╔══
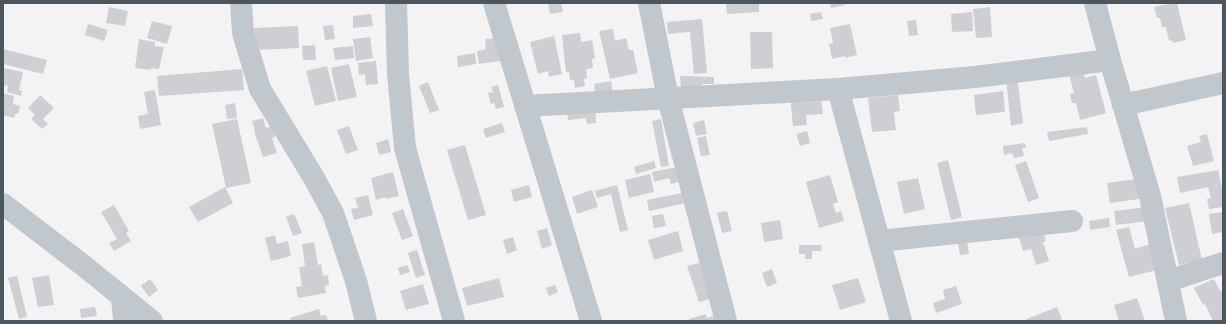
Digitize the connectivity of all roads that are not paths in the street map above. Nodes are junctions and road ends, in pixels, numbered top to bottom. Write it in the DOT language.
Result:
graph roads {
  1 [pos="241,3"];
  2 [pos="396,3"];
  3 [pos="494,3"];
  4 [pos="649,3"];
  5 [pos="1095,3"];
  6 [pos="1110,60"];
  7 [pos="1223,83"];
  8 [pos="838,89"];
  9 [pos="668,98"];
  10 [pos="1123,105"];
  11 [pos="525,106"];
  12 [pos="3,204"];
  13 [pos="1072,221"];
  14 [pos="879,241"];
  15 [pos="1223,262"];
  16 [pos="1168,281"];
  17 [pos="122,297"];
  18 [pos="124,321"];
  19 [pos="152,321"];
  20 [pos="366,321"];
  21 [pos="454,321"];
  22 [pos="591,321"];
  23 [pos="726,321"];
  24 [pos="901,321"];
  25 [pos="1176,321"];
  1 -- 20 [label="street"];
  2 -- 21 [label="street"];
  3 -- 11 [label="street"];
  4 -- 9 [label="street"];
  5 -- 6 [label="street"];
  6 -- 8 [label="street"];
  6 -- 10 [label="street"];
  7 -- 10 [label="street"];
  8 -- 9 [label="street"];
  8 -- 14 [label="street"];
  9 -- 11 [label="street"];
  9 -- 23 [label="street"];
  10 -- 16 [label="street"];
  11 -- 22 [label="street"];
  12 -- 17 [label="street"];
  13 -- 14 [label="street"];
  14 -- 24 [label="street"];
  15 -- 16 [label="street"];
  16 -- 25 [label="street"];
  17 -- 18 [label="street"];
  17 -- 19 [label="street"];
}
╚══
- WHAT IS REQUIRED: The count of lines in the records above holding the word "roads" should be reported as a number, with nothing added.

- TASK SOLUTION: 2